From Wikipedia, the free encyclopedia

Rabbi Alexandri (Talmudic Aramaic: רבי אלכסנדרי) is the name of one or more amoraim.

According to the Jewish Encyclopedia, there were probably two amoraim of this name, living in the first and third generations of amoraim.[1] Since their names are unaccompanied either by patronymic or cognomen; and as both were Palestinians, and both cultivated the field of aggadah, it is impossible to distinguish their respective teachings except in a few instances.

However, according to Aharon Heimann there was only one Alexandri, who lived in the second to third generation of amoraim. The passages in which Joshua ben Levi (first generation of amoraim) quotes Alexandri (which should indicate that Alexandri lived earlier than or contemporaneous with Joshua), Heimann argues have a corrupt text, which should be fixed to say that Alexandri quoted Joshua instead.[2]

Alexandri (first generation amora)

The following midrashim suggest that they were taught by an Alexandria who lived in the first generation of amoraim.

Two Midrashim preserve the following anecdote: Rabbi Yannai was expounding the Law, when a trader was heard inviting the people to buy an elixir of life. The people crowded about the trader. When asked, however, to exhibit the elixir, the supposed trader produced the Book of Psalms, and pointing to a passage in it,[3] he read aloud: "Whichever man desires life and loves many days, that he may see good? Keep your tongue from evil, and your lips from speaking guile. Depart from evil, and do good; seek peace and pursue it".[4] Elsewhere [5] the same anecdote is related, but instead of Yannai's name, that of the trader is given as R. Alexandri. Putting the several versions of the anecdote side by side suggests that Alexandri lived contemporaneously with Yannai (i.e. in the first amoraic generation).

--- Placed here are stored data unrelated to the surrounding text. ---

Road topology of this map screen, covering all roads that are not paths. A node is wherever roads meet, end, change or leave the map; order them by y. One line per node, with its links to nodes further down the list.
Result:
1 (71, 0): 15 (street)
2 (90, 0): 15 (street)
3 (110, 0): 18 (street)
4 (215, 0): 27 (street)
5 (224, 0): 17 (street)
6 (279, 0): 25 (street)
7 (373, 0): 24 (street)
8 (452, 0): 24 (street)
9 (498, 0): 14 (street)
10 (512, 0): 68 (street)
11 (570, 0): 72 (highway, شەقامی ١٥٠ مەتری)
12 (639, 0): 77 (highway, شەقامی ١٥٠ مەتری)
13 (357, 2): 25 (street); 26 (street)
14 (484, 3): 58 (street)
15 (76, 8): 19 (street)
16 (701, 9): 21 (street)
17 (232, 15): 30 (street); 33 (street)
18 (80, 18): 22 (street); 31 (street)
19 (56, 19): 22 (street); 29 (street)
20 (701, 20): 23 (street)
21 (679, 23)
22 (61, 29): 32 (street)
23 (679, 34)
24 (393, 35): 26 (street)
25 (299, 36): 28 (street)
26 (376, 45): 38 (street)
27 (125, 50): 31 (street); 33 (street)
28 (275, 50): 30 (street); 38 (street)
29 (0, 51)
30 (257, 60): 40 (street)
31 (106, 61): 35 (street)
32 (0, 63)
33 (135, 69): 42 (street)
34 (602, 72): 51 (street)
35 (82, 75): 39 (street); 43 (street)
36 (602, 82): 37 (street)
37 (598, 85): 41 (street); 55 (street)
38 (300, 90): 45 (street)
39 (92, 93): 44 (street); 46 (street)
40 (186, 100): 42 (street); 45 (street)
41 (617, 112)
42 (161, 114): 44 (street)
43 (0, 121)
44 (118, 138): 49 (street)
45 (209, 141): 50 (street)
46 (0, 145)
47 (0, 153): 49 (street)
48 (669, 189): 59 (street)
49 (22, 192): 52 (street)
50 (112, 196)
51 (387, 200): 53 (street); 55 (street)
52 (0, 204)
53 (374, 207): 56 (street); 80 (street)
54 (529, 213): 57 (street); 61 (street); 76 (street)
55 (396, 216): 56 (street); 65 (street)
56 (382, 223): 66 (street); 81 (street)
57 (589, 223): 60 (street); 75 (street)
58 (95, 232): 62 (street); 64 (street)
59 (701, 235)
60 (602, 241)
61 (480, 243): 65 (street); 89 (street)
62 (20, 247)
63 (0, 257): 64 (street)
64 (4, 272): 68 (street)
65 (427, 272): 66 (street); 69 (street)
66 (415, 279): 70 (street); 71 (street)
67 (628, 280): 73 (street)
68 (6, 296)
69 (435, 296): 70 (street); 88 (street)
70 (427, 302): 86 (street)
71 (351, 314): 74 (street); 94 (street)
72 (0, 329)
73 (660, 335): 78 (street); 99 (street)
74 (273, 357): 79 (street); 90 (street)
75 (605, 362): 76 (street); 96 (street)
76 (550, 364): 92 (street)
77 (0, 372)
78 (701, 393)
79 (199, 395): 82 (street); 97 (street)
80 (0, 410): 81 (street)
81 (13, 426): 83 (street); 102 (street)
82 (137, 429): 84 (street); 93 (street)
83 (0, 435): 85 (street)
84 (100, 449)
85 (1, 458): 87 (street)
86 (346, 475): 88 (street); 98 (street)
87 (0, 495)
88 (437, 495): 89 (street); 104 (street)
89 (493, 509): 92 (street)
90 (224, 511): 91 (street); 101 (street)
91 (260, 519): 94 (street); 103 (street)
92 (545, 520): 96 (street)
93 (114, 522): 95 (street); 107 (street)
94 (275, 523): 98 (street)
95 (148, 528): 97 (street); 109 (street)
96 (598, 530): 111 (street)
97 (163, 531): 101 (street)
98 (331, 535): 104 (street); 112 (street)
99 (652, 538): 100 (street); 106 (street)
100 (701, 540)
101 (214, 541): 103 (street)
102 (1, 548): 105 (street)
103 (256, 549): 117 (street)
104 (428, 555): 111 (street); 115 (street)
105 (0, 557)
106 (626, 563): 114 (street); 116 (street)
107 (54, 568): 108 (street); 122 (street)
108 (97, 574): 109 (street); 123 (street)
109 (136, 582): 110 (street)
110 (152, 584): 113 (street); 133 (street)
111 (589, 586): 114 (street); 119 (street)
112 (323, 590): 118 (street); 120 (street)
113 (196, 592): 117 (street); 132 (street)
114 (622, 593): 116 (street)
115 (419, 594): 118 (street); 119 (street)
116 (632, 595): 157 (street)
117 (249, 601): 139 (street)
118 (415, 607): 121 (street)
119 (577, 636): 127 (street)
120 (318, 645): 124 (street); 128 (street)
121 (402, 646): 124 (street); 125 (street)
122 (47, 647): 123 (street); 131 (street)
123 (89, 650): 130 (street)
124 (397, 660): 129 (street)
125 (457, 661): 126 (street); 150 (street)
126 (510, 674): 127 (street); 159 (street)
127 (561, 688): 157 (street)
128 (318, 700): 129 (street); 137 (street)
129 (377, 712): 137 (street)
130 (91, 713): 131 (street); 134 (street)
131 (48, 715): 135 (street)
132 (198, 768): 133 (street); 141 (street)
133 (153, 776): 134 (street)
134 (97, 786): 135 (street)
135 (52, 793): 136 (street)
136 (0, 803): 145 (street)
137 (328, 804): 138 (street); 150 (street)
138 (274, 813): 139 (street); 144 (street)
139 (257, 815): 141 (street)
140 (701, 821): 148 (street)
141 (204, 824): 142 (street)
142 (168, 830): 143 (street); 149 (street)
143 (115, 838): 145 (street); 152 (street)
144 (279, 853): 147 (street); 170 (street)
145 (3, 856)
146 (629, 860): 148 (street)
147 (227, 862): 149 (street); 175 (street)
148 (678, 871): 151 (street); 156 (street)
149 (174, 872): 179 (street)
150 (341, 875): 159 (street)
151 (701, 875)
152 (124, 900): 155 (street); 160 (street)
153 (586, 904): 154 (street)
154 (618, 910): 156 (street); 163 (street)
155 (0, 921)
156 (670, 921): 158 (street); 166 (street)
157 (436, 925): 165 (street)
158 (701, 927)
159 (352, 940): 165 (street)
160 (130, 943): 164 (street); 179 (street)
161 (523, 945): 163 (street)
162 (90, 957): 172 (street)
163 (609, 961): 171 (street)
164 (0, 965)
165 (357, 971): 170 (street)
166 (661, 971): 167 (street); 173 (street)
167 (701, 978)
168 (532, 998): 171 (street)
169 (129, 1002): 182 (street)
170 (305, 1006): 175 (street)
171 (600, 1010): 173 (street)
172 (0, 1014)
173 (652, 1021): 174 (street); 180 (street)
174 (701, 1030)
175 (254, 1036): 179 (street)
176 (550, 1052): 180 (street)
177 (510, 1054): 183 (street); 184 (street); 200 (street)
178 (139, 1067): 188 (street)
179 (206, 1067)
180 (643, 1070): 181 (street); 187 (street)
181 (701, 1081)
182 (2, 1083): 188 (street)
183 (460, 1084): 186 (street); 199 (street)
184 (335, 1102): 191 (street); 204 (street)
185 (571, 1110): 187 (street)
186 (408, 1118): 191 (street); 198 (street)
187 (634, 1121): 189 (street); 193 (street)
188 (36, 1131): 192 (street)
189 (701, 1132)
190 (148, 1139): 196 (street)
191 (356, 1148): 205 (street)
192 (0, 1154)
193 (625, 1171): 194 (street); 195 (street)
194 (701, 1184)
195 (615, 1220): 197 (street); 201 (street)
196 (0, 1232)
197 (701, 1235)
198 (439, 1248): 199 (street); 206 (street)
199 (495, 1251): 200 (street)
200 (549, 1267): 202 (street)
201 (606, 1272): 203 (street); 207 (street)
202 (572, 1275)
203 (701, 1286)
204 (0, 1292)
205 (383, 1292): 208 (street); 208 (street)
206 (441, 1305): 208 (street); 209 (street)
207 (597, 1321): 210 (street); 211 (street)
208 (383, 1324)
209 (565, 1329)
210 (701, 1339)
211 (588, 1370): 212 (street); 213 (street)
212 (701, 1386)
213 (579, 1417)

In the name of this R. Alexandri, R. Joshua ben Levi reports an interpretation harmonizing certain seemingly contradictory passages in the Pentateuch. In one place God commands Israel, "You shall blot out the remembrance of Amalek";[6] elsewhere God says: "I will utterly blot out the remembrance of Amalek from under heaven. ... Yea, a hand on the throne of Yah: the Lord will have war against Amalek from generation to generation."[7] By the first, says Alexandri, we are to understand that, as long as Amalek lays no hand on God's throne, you must strive against him; by the second, when he lays hands on God's throne, God Himself will blot out Amalek's remembrance, waging war against him from generation to generation.[8]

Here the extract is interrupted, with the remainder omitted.